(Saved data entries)
★ ★ ★ ★ ★

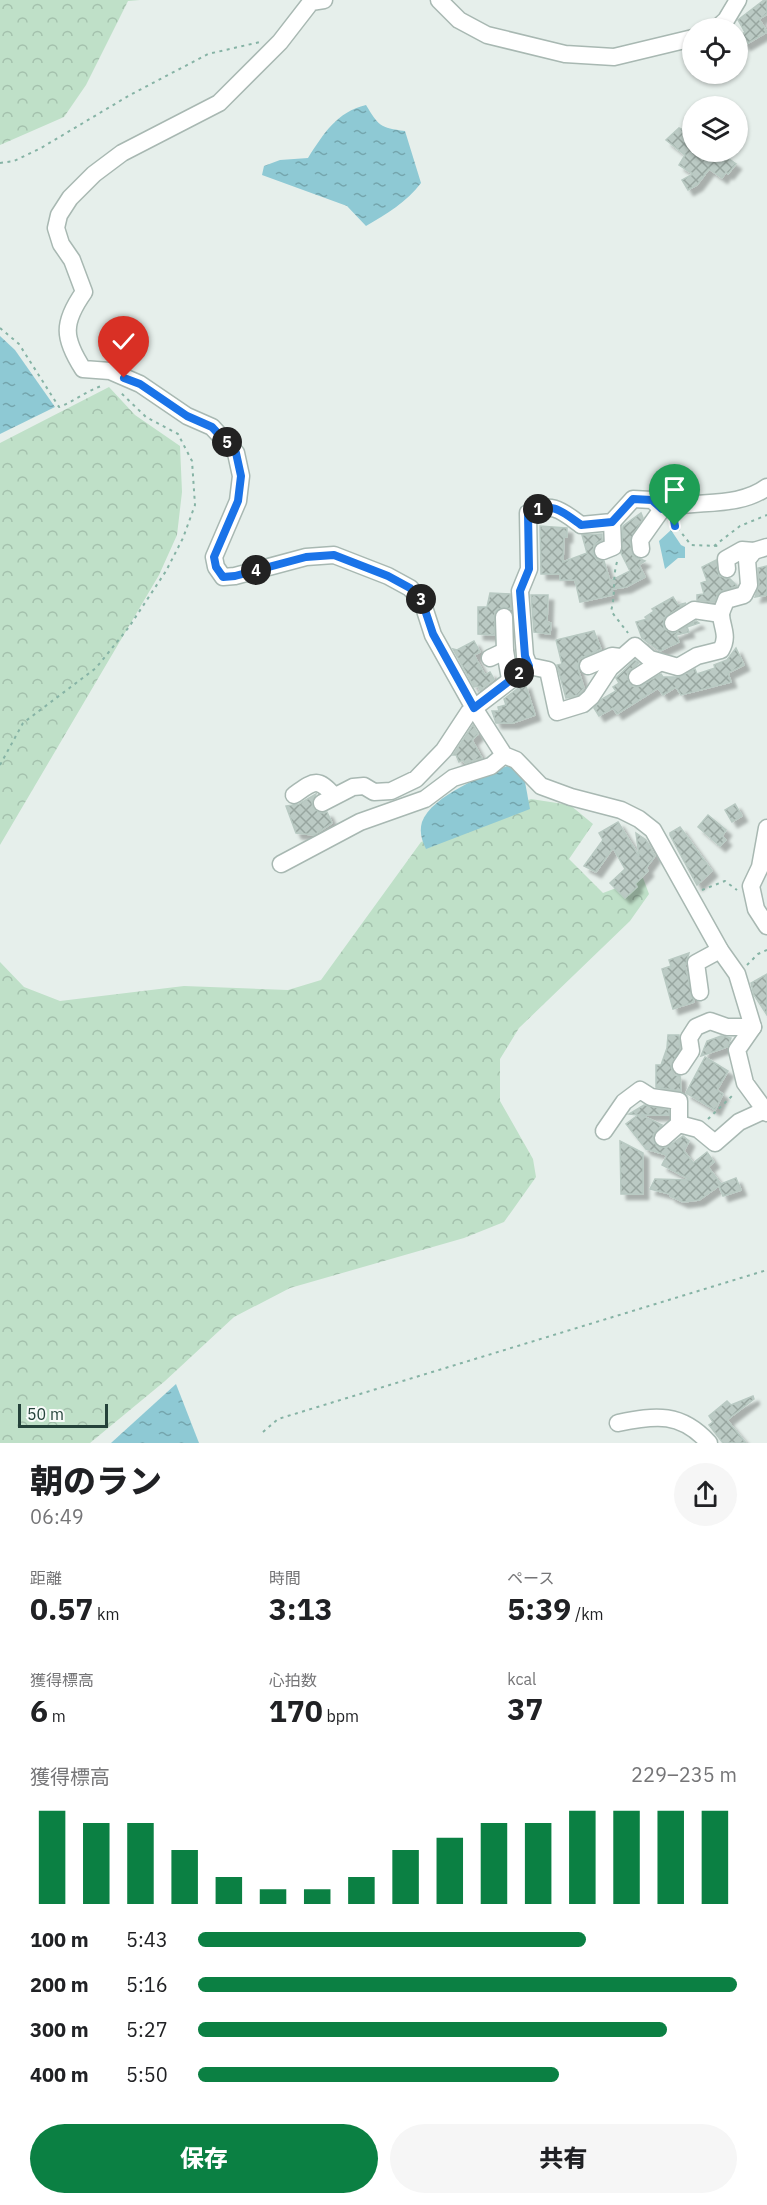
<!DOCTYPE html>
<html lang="ja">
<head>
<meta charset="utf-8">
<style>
	:root { --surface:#fff; --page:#f6f6f6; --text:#202124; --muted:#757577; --accent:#0b8043 }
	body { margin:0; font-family:"IBM Plex Sans","Noto Sans JP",sans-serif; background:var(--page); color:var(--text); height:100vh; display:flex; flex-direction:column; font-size:22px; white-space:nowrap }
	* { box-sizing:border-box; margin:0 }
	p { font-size:20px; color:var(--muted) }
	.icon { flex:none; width:33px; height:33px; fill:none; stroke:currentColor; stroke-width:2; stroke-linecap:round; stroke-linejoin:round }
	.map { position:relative; height:1443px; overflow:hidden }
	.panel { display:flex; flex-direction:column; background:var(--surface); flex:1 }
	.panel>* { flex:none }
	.tools { position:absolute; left:682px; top:18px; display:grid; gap:12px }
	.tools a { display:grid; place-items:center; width:66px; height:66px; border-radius:50%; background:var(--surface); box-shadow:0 2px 4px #0004; font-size:30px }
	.scale { position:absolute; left:18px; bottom:15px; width:90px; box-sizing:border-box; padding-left:6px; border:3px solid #24423a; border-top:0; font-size:16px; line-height:21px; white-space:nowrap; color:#24423a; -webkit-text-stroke:4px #f7fbf9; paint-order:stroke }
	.pin { position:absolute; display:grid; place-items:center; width:51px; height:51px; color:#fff; margin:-62px -26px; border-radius:50% 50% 50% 0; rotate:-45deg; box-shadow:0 0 6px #0007 }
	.pin .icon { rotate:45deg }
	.km { position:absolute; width:30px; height:30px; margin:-15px; border-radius:50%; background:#222; color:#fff; font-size:16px; line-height:30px; text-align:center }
	.round { display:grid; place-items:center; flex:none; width:63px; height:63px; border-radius:32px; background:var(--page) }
	.headline { display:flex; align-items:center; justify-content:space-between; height:102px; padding:0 30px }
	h1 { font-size:33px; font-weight:800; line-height:45px }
	.stats { display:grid; grid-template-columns:repeat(3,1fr); gap:9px; height:102px; padding:6px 30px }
	.stats div { display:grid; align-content:center }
	.stats b { font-size:30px; font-weight:800 }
	.stats small { font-size:16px; font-weight:400 }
	.stats p { font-size:16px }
	.chart { height:168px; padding:12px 30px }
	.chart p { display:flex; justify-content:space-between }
	.chart svg { width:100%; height:108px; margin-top:6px; stroke:var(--accent); stroke-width:6 }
	.primary-button { display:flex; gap:12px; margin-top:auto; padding:12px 30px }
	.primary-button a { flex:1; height:69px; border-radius:36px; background:var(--accent); color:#fff; font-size:24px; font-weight:800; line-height:69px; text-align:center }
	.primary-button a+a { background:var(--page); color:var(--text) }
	ul { padding:0 30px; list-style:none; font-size:20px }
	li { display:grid; grid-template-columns:96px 72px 1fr; align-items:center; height:45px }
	li i { height:15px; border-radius:8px; background:var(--accent) }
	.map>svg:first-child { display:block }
	.forest { fill:url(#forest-crowns) }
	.water { fill:url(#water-ripples) }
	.building { fill:url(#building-cross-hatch); stroke:#b8c9c2; stroke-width:1.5; filter:url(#shadow) }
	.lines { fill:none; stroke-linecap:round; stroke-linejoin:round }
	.minor-casing { stroke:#a8b8b2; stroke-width:19 }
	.path { stroke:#86b3a5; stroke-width:2; stroke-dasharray:3 4.5; stroke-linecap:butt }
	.minor { stroke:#fff; stroke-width:16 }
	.route-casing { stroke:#fff; stroke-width:12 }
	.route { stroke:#1a73e8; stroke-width:8 }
</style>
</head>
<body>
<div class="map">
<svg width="767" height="1443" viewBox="0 0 767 1443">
	<defs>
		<pattern id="forest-crowns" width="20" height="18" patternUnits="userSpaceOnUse" patternTransform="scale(1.5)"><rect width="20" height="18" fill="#bfe0c8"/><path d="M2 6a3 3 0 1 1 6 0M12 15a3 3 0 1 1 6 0" fill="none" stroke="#a4c1ad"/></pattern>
		<pattern id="water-ripples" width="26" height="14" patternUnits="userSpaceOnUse" patternTransform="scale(1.5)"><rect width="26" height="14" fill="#8ec9d4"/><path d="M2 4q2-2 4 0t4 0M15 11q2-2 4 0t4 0" fill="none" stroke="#74a5ad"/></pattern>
		<pattern id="building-cross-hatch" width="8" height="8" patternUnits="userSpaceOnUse" patternTransform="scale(1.5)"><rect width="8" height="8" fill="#bbcac4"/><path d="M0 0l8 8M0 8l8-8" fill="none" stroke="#98a6a0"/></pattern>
		<filter id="shadow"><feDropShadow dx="5.5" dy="5.5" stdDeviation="1.5" flood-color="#0004"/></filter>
	</defs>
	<rect width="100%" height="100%" fill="#e6efeb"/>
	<g class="forest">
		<path d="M 0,0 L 140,0 L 128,1 L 86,85 L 64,117 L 0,145 Z"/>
		<path d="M 109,387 L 135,415 L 180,446 L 182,492 L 177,535 L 159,575 L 0,845 L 0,443 Z"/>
		<path d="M 531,799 L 570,805 L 593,824 L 569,859 L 603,893 L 643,878 L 649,894 L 630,921 L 519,1028 L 500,1059 L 500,1101 L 533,1159 L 536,1177 L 504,1222 L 464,1238 L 290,1288 L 234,1317 L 165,1381 L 90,1443 L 0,1443 L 0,962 L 24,987 L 60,1001 L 184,986 L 288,990 L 321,980 L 421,842 Z"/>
	</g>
	<g class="water">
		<path d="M 366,105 C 378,125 380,128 405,131 L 421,183 C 407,202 386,214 366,226 L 347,206 L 262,175 L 264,166 L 280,160 L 308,158 C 324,133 337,112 366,105 Z"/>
		<path d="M 0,336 L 15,350 L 55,407 L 0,434 Z"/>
		<path d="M 671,530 L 681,545 L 685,547 L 685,558 L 678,558 L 665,569 L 659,541 Z"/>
		<path d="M 510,765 L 525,782 L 530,809 L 426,849 C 422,841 419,832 422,822 C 431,796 486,774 510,765 Z"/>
		<path d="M 176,1384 L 199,1443 L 111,1443 Z"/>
	</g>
	<g class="building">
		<path d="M 764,0 L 767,0 L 767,14 L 759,19 L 767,32 L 745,45 L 739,36 L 745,32 L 738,20 Z"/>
		<path d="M 679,128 L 693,134 L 693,152 L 707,152 L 718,160 L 722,154 L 736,164 L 728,174 L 726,172 L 722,178 L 709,169 L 697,185 L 688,190 L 682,180 L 693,174 L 679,165 L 685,155 L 666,140 Z"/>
		<path d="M 641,513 L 643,518 L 630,541 L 633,556 L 645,561 L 639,565 L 645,577 L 626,587 L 612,589 L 613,595 L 580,602 L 575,580 L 560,580 L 560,574 L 541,574 L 540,526 L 567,528 L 567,537 L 564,537 L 563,562 L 587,553 L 582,535 L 602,534 L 602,540 L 594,545 L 593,554 L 597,560 L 604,561 L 610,581 L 630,571 L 621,553 L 623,526 Z"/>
		<path d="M 716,560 L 719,576 L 730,579 L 737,586 L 719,592 L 714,602 L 697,600 L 697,595 L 704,594 L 701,583 L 707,581 L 702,567 Z"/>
		<path d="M 767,566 L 767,595 L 755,597 L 759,585 L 758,568 Z"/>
		<path d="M 490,593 L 510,594 L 511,609 L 503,607 L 495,612 L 494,635 L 478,634 L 478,607 L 487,607 Z"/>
		<path d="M 531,595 L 548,595 L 547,622 L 551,623 L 550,634 L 534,632 Z"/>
		<path d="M 673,597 L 678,605 L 686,603 L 664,618 L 664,629 L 674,633 L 696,621 L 699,623 L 687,627 L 689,632 L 676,635 L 679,642 L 660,651 L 642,638 L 636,622 L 647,619 L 645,617 L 654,611 L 652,609 Z"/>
		<path d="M 594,631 L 601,649 L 579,659 L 578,669 L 584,688 L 578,695 L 566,698 L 557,665 L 562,664 L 556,640 Z"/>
		<path d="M 474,641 L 480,652 L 474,655 L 485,675 L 490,672 L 494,679 L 480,690 L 478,686 L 474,687 L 453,649 L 457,650 Z"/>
		<path d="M 736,648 L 744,665 L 728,673 L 731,682 L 681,695 L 676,687 L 663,695 L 658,688 L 617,714 L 613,708 L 599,716 L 594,708 L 602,699 L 616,691 L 613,687 L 619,683 L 616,678 L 635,660 L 639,663 L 628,672 L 627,678 L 632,686 L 638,687 L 661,674 L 663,677 L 679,677 L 695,669 L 697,674 L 715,668 L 714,665 L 727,660 Z"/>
		<path d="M 525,683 L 535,715 L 513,723 L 496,723 L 492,711 L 499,711 L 498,707 L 506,705 L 504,699 Z"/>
		<path d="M 473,725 L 478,734 L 472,740 L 482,758 L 465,763 L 463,760 L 459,762 L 456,755 L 453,755 Z"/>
		<path d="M 316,794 L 312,802 L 313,808 L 321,813 L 327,812 L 332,823 L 314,835 L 296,833 L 286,806 L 299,804 Z"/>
		<path d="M 735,804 L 742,816 L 732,822 L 725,810 Z"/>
		<path d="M 708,815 L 726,830 L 722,836 L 726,840 L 720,846 L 698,827 Z"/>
		<path d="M 618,822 L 639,856 L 636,833 L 646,840 L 655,856 L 646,868 L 648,871 L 635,884 L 637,887 L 625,898 L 610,883 L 625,869 L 613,848 L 596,872 L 584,866 L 603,840 L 599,833 Z"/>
		<path d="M 680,827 L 712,871 L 697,885 L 670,835 L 670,833 Z"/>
		<path d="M 689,953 L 685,966 L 694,1002 L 673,1009 L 662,969 L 671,966 L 669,960 Z"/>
		<path d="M 767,974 L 767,1015 L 754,995 L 751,983 Z"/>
		<path d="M 668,1035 L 679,1035 L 680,1049 L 671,1066 L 674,1075 L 680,1076 L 681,1091 L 656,1087 L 656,1065 L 661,1065 L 667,1048 Z"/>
		<path d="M 721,1036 L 731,1038 L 727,1047 L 701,1056 L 707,1041 Z"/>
		<path d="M 705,1057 L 728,1071 L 717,1090 L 723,1094 L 715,1110 L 686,1093 Z"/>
		<path d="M 644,1105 L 669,1110 L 669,1115 L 641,1115 L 662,1125 L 653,1135 L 656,1145 L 666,1148 L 683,1136 L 689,1141 L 684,1151 L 693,1163 L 707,1152 L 714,1162 L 708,1167 L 721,1184 L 736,1178 L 741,1190 L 723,1196 L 719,1186 L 699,1200 L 683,1202 L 670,1196 L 670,1194 L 650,1189 L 655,1179 L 691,1180 L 662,1165 L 667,1155 L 646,1149 L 626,1124 L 638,1115 L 629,1114 Z"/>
		<path d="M 620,1141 L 643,1153 L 643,1194 L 621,1194 Z"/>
		<path d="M 753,1396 L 754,1399 L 727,1420 L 746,1443 L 723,1443 L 709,1425 L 713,1422 L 709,1416 L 727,1401 L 731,1405 Z"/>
	</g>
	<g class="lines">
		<g class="minor-casing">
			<g id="minor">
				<path d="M 324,0 L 311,2 L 280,42 L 219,103 L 122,153 L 94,174 L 70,198 L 59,215 L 56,228 L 61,244 L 72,260 L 84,292 C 62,323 63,338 83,369 L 110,371 L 140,384 L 187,416 L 212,427 L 236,453 L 241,476 L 238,501 L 214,557 L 216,567 L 223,577 L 235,576 L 306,557 L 334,555 L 388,576 L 410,588 L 422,601 L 433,635 L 474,708 L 504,755 L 516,760 L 541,786 L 571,797 L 621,810 L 639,819 L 653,830 L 720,950 L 737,974 L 753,1027 L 737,1050 L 745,1083 L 767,1113"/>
				<path d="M 439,0 L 459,20 L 487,35 L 565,54 L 614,57 L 693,38"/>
				<path d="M 717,28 L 726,20 L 738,0"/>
				<path d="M 641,549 L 640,540 L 662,509"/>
				<path d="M 603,551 L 613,547 L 612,522"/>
				<path d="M 727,569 L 726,559 L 742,550 L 754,551"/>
				<path d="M 504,617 L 505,651 L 510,679"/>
				<path d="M 673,623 L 694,610 L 721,614"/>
				<path d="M 490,658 L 505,651"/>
				<path d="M 529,666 L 548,670 L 557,712 L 583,704 L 591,697 L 610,668 L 635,646 L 650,659 L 678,667 L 697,656 L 721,650 C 729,636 722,628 721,615 C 721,611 725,604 726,600 L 744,595 L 749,585 L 747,560 L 754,551 L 767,547"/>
				<path d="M 588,666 L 612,656 L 620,657"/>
				<path d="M 637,677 L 659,663"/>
				<path d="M 294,795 C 313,782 317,776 334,796"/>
				<path d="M 322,803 L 353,787 L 364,786 L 374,792 L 391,791 L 416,779 L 444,750 L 469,712 L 529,666 L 525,656 L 520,591 L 529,569 L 528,513 C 552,501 562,511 581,525 L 612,522 L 633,499 L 652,500 L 662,509 C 696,499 737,509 767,487"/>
				<path d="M 767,828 L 760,867 L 751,886 L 756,909 L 767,926"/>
				<path d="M 281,864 L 360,822 L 425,799 L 453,778 L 491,766 L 504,755"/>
				<path d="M 700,992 L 696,963 L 720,950"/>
				<path d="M 681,1066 L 691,1051 L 689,1038 L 696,1027 L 710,1021 L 727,1027 L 753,1027"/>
				<path d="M 604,1131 L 624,1102 L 640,1090 L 651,1097 L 679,1101 L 679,1124"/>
				<path d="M 663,1138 L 679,1124 L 698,1129 L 715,1143 L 739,1122 L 763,1111"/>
				<path d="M 618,1423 C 656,1415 681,1412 709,1443"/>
			</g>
		</g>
		<g class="path">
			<path d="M 0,163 L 14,161 L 41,148 L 130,95 L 208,54 L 260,42"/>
			<path d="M 0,328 L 19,344 L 59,407 C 75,401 86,391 104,385"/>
			<path d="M 673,522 L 691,545 L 719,546"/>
			<path d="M 714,546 L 740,526 L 767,515"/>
			<path d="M 617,562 C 612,579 616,594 611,611 L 628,633"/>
			<path d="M 0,765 L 23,723 L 96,668 L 129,627 L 166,571 L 183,538 L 195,505 L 192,461 L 178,434 L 146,417 L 119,391"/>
			<path d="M 702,890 L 725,881 L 737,890"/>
			<path d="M 747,965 L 758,954 L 767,950"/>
			<path d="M 708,1119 L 734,1094"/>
			<path d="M 263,1432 L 278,1419 L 767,1270"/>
		</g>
		<use href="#minor" class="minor"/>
	</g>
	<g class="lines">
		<g class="route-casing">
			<path id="route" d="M 124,378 L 140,384 L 187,416 L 212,427 L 236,453 L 241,476 L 238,501 L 214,557 L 216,567 L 223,577 L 235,576 L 306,557 L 334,555 L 388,576 L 410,588 L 422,601 L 433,634 L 474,708 L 529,666 L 525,656 L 520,591 L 529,569 L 528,513 C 552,501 562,511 581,525 L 612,522 L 633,499 L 652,500 L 662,509 L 675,506 L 672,510 L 675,526"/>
		</g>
		<use href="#route" class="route"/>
	</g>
</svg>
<div class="tools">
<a><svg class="icon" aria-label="locate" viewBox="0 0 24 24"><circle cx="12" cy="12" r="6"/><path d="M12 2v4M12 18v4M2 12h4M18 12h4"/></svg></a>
<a><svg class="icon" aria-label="layers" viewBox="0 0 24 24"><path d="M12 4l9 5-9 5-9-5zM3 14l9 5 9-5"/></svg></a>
</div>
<div class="scale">50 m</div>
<div class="pin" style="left:675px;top:526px;background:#1e9e55"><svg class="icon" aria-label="arrive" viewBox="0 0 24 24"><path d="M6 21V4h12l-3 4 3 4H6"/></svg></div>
<div class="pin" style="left:124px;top:378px;background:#d93025"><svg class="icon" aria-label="check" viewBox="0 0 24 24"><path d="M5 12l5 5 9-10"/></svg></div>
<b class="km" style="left:538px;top:509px">1</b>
<b class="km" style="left:519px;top:673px">2</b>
<b class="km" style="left:421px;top:599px">3</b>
<b class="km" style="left:256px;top:570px">4</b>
<b class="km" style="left:227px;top:442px">5</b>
</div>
<section class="panel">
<div class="headline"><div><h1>朝のラン</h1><p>06:49</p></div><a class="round"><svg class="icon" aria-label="share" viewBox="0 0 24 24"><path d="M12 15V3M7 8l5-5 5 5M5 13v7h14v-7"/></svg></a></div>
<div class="stats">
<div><p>距離</p><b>0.57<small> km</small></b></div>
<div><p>時間</p><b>3:13</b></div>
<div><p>ペース</p><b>5:39<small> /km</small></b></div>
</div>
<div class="stats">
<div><p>獲得標高</p><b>6<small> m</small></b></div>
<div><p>心拍数</p><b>170<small> bpm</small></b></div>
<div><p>kcal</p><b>37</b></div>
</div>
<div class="chart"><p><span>獲得標高</span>229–235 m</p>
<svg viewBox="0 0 160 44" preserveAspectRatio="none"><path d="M5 44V6M15 44V11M25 44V11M35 44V22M45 44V33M55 44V38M65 44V38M75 44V33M85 44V22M95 44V17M105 44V11M115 44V11M125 44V6M135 44V6M145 44V6M155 44V6"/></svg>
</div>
<ul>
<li><b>100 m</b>5:43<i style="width:72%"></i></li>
<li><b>200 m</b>5:16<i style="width:100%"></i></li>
<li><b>300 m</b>5:27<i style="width:87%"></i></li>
<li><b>400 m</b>5:50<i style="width:67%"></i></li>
</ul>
<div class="primary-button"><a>保存</a><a>共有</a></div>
</section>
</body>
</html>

★ ★ ★ ★ ★

- _WORK ORDER_: Set down, unchanged, the line that contains "44V6M15 44V11M25 44V11M35" together with every later line in the records, through the last one.

- _FINISHED TASK_:
<svg viewBox="0 0 160 44" preserveAspectRatio="none"><path d="M5 44V6M15 44V11M25 44V11M35 44V22M45 44V33M55 44V38M65 44V38M75 44V33M85 44V22M95 44V17M105 44V11M115 44V11M125 44V6M135 44V6M145 44V6M155 44V6"/></svg>
</div>
<ul>
<li><b>100 m</b>5:43<i style="width:72%"></i></li>
<li><b>200 m</b>5:16<i style="width:100%"></i></li>
<li><b>300 m</b>5:27<i style="width:87%"></i></li>
<li><b>400 m</b>5:50<i style="width:67%"></i></li>
</ul>
<div class="primary-button"><a>保存</a><a>共有</a></div>
</section>
</body>
</html>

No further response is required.